» What is needed
Your response should be every line from the entries that includes the string "object".

Saved data entries
+-------+
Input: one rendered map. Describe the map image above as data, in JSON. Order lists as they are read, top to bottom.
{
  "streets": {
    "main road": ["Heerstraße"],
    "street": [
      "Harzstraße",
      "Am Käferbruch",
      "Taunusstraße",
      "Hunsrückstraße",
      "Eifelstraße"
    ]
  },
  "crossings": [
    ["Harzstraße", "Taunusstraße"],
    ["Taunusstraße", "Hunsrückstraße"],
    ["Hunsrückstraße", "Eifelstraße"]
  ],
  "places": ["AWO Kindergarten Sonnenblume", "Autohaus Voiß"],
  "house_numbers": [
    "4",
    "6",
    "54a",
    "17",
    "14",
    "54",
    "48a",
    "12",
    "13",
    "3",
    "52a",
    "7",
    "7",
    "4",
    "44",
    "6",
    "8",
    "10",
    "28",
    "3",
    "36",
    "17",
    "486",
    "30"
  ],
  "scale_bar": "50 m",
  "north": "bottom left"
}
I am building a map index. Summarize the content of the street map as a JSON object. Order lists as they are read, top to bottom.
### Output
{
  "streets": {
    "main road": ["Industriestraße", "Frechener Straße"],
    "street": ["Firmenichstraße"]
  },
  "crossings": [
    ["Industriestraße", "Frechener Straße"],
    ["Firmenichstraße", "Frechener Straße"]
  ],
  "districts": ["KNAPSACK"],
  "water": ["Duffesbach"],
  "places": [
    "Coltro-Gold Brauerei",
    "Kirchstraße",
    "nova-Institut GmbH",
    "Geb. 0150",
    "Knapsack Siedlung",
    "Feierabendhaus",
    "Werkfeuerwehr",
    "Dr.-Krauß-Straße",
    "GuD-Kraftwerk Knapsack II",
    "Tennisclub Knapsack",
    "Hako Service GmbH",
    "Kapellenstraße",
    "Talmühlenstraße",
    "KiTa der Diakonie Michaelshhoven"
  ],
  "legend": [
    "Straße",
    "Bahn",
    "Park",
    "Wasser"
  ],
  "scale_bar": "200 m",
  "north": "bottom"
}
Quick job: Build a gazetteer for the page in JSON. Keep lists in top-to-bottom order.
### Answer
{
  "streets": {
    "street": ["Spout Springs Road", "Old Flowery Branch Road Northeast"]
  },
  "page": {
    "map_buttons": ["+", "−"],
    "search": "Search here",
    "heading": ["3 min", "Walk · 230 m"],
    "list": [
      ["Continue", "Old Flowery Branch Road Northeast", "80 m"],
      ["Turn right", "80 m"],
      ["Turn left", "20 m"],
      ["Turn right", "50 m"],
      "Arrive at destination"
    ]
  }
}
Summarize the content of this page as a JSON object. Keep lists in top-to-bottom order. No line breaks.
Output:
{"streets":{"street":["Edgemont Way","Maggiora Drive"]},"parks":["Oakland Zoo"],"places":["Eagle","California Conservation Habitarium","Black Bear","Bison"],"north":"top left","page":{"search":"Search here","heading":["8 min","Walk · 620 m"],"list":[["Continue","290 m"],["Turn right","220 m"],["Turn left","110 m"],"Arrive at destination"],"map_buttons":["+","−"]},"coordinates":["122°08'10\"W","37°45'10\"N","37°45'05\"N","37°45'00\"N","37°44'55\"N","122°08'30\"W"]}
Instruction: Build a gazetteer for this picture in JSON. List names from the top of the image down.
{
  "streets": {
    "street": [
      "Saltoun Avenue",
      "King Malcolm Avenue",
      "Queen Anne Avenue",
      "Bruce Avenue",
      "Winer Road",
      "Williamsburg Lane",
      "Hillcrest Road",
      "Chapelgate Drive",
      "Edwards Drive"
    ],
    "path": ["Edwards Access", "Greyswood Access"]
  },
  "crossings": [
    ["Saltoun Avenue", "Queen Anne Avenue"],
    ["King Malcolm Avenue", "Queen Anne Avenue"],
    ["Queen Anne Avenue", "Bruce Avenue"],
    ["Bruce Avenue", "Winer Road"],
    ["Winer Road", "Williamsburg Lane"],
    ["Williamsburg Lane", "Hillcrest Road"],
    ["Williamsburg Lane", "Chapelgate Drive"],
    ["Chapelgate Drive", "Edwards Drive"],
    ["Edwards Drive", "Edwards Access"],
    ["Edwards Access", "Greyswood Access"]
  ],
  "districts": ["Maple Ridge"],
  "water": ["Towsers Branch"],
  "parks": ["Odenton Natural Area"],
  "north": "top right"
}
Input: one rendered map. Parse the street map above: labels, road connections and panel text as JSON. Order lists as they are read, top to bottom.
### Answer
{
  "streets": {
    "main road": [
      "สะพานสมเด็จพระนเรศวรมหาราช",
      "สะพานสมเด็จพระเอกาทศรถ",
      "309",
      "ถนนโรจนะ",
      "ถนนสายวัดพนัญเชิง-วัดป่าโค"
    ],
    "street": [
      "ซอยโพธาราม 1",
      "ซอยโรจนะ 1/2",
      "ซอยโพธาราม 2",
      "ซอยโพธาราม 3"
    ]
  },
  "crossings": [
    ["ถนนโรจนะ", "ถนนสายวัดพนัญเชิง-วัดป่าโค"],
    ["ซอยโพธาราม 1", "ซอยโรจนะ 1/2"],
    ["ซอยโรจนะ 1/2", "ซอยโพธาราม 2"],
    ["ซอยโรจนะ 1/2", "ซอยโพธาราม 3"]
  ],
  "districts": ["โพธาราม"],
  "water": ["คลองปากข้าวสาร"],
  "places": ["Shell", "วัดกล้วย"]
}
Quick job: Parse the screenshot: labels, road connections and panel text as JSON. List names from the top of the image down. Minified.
+-------+
» Response to this task
I am building a map index. Summarize the content of the street map as a JSON object. Order lists as they are read, top to bottom.
Summarize the content of this page as a JSON object. Keep lists in top-to-bottom order. No line breaks.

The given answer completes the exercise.